= Georg Scheu =

German botanist (1879–1949)

Georg Scheu (21 June 1879 in Krefeld, Rhine Province, Germany – 2 November 1949, in Alzey, Rhineland-Palatinate), was a German botanist, plant physiologist, oenologist and grape breeder.

==Biography==
Georg Scheu completed horticultural training in Hanover and worked as a horticultural technician in Munich and Schierstein. Around 1900, he went to the Geisenheim Grape Breeding Institute in the Rheingau and then completed his training at the Kaiser Wilhelm Institute in Bydgoszcz (German: Bromberg).

It was during this time that Georg Scheu developed his love of the vine and viticulture, which led him to Alzey in 1909 as a district orchard technician. There he was appointed by the committee of the Chamber of Agriculture for the province of Rheinhessen as the first head of the newly founded vine nursery. Under his leadership, this was expanded into a large provincial vine breeding station.

Although Georg Scheu also published a pamphlet ″Anleitung zur Obst- und Gemüseverwertung während des Krieges″ (Instructions for Fruit and Vegetable Utilisation During the War) on 26 August 1915 with preserving recipes for apples, quince, pumpkin, beans ..., so that "the starvation plan of our enemies will be put to shame", his most important activity was research work in the fields of grape varieties, propagation of grapevines and grapevine diseases.
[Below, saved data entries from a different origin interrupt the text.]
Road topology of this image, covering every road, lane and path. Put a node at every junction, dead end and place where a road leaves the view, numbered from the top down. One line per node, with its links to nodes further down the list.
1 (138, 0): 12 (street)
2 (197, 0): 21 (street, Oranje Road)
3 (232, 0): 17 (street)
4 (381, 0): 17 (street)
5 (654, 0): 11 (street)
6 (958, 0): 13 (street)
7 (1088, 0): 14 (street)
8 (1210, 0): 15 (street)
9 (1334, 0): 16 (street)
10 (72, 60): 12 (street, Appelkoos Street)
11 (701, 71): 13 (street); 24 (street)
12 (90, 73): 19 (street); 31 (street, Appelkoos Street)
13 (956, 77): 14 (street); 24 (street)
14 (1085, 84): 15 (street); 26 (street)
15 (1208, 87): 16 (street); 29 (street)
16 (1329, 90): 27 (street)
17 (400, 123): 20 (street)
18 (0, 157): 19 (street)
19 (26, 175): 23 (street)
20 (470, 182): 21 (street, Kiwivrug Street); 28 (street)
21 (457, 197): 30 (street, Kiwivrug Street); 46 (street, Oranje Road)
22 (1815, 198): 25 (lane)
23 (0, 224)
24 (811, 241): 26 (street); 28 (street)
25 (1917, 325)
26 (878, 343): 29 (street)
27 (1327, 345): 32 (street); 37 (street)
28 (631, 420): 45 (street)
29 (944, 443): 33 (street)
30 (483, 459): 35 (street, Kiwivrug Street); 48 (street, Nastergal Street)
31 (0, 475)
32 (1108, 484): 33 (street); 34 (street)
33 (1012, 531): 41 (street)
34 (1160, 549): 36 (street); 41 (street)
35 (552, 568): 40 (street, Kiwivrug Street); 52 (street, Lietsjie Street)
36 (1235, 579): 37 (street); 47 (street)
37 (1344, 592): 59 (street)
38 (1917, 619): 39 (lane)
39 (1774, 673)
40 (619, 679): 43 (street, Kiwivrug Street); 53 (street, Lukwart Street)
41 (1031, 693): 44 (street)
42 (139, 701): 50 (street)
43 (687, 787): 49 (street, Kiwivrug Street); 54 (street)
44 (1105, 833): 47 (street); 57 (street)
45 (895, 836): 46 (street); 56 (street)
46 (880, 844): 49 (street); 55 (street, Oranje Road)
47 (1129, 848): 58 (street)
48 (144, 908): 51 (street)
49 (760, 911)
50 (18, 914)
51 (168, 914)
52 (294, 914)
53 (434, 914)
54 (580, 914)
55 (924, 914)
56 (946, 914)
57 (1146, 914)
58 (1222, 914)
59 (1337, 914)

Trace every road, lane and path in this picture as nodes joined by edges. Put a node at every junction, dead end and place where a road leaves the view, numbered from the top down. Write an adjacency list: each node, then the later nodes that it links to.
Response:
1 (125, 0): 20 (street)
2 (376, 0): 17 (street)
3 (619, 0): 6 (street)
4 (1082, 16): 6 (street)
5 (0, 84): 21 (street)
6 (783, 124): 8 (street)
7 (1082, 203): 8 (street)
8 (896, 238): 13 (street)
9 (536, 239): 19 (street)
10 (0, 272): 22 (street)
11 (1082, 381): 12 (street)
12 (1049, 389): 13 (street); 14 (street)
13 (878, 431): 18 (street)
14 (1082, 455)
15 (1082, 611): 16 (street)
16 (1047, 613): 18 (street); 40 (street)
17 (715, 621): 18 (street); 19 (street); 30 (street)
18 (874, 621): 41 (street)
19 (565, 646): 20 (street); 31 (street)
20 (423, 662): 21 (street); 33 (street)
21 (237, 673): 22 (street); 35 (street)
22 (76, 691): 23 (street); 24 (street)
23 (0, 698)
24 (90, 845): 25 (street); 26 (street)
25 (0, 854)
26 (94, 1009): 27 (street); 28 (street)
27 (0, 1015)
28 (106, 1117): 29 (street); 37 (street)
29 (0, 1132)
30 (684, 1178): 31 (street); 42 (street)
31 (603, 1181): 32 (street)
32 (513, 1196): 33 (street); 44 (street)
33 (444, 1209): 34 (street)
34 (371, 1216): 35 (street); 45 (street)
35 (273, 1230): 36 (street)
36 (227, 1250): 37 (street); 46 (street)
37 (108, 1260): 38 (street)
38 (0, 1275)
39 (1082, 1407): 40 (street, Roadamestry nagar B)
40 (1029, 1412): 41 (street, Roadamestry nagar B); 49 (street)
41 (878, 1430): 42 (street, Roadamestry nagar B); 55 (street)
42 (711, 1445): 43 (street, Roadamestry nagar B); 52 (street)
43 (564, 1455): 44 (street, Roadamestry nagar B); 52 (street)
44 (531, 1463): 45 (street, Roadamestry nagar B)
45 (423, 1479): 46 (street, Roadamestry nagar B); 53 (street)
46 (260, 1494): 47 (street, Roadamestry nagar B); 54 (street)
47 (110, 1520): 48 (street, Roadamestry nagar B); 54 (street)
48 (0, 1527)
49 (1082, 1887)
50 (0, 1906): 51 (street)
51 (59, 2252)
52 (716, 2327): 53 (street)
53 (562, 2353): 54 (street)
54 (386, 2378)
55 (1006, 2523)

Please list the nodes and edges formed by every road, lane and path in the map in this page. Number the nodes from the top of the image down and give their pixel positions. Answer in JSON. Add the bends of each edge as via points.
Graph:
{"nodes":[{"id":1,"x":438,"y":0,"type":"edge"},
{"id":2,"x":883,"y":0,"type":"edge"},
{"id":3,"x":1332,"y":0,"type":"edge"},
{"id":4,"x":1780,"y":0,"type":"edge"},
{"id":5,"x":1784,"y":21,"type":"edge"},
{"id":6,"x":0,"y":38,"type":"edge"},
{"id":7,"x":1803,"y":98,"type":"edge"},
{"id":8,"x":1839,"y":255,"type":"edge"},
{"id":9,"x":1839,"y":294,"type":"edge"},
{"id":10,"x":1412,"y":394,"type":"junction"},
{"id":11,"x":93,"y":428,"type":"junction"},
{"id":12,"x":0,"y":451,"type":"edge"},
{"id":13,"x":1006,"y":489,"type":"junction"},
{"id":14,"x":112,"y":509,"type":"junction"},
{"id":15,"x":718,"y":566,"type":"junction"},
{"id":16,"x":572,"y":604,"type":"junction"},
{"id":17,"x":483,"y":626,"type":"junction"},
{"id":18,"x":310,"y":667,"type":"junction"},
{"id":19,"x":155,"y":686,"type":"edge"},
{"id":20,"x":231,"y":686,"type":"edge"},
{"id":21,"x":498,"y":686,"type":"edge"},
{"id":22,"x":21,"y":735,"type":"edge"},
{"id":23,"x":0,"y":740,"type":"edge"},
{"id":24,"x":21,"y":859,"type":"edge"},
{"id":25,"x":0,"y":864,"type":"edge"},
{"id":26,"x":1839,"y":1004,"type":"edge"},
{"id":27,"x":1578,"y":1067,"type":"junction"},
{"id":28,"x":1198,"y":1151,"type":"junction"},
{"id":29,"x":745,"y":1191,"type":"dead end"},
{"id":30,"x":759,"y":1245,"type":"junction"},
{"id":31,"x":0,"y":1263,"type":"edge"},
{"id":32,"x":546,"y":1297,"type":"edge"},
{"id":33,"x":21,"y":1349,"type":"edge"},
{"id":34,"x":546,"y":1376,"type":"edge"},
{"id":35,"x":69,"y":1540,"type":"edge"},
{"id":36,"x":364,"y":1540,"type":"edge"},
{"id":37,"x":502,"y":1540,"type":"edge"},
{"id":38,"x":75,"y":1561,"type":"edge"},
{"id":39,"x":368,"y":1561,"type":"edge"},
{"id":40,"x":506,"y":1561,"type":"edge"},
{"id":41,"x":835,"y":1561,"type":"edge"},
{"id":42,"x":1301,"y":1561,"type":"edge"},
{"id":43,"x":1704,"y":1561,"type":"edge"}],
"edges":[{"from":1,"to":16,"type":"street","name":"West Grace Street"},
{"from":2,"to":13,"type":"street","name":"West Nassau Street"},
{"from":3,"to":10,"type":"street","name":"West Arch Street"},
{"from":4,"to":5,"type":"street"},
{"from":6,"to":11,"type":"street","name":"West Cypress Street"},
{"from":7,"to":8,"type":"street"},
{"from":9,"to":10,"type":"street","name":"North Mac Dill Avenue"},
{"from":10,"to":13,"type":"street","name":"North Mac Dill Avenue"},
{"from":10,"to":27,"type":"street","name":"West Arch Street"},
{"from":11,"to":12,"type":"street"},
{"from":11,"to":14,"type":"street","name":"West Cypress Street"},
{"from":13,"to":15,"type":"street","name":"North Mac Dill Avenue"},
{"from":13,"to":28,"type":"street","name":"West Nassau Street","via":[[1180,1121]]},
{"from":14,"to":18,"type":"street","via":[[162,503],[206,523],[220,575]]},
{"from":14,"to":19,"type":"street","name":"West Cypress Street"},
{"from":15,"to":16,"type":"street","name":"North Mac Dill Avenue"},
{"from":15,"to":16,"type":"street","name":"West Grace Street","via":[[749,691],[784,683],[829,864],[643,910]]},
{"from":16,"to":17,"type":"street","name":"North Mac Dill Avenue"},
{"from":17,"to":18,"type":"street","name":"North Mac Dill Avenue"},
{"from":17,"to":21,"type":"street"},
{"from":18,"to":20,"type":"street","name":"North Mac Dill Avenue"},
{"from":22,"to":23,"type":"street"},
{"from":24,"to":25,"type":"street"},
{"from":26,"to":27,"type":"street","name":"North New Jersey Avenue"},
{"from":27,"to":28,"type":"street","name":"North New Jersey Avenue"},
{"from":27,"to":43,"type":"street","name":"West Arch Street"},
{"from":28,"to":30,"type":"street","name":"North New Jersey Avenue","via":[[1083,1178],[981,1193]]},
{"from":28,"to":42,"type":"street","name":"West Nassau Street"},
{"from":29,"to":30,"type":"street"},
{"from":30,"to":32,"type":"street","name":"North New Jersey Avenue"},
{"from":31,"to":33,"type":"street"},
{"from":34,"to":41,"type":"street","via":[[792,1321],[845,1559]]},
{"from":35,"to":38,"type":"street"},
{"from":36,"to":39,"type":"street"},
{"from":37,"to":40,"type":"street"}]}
In 1921 he discovered leafroll disease in grapevines. In 1935 he published his findings on this vine disease in the journal "Der Deutsche Weinbau". Scheu attributed the cause of the transmission from healthy to diseased Vitis vinifera vines to a sap-transmissible virus. This is counted as a pioneering achievement in this field. The fanleaf virus was not detected until 1966.

His contribution to the improvement of vine material and his findings on chlorosis in grapevines are also merited. Scheu contributed significantly to the development of scientific and practical principles of grapevine research in the first half of the 20th century.

In addition to his research activities, Georg Scheu was also concerned with the problems of winegrowers, which he characterised as the ″Winzernot″. The provision of healthy planting material for viticulture and the improvement of rearing and cultivation methods in Rheinhessen were among his tasks. Georg Scheu was actively involved in the organisation and establishment of vine nurseries. Later he turned to clonal selection, conservation breeding and breeding new grape varieties that would produce higher yields and better qualities. His publication ″Mein Winzerbuch″, first published in 1936, is a practical book for winegrowers that was considered a standard work for several decades.

Georg Scheu is considered the most successful German vine breeder. His selections are internationally recognised.[3] He succeeded in breeding a number of important new varieties, the Scheurebe (in Austria Sämling 88) being the best known and also the most commercially successful. In 1916, Scheu selected the variety that was later named after him. With this vine he succeeded in creating one of the highest-quality new white wine varieties of the 20th century. The vine, also affectionately called Scheu by wine connoisseurs, has also firmly established itself in Germany and Austria in the segment of top wines and noble sweet wine rarities. It is not a copy of Riesling and is capable of producing independent growths with a sophisticated taste spectrum and long shelf life.

== Vine breeds ==
From 1909 to 1947, Georg Scheu was head of the Institute for Vine Breeding in Alzey, which resulted in important contributions to the research of various vine diseases as well as the new crossings of the following grape varieties:
- Scheurebe
- Huxelrebe
- Siegerrebe
- Faberrebe
- Kanzler
- Septimer
- Würzer
- Perle von Alzey
- Regner

== Literature ==
- Georg Scheu, Wilhelm Schottler, Die Gelbsucht der Weinberge in der Provinz Rheinhessen und ihr Zusammenhang mit den Bodenverhältnissen. In: Arbeiten der Landwirtschaftskammer für Hessen. Heft 35, Landwirtschaftskammer für Hessen, Darmstadt 1925.
- Georg Scheu, Mein Winzerbuch. Reichsnährstand Verlags-Ges.m.b.H., Berlin 1936.
- Georg Scheu, Heinz Scheu, Mein Winzerbuch. part 1. 1. Aufl., Meininger, Neustadt/Haardt 1950.
- Georg Scheu, Heinz Scheu, Mein Winzerbuch. part 2. Ergänzende Betrachtungen und Erfahrungen aus der Praxis. 2. Aufl., Meininger, Neustadt/Haardt 1954.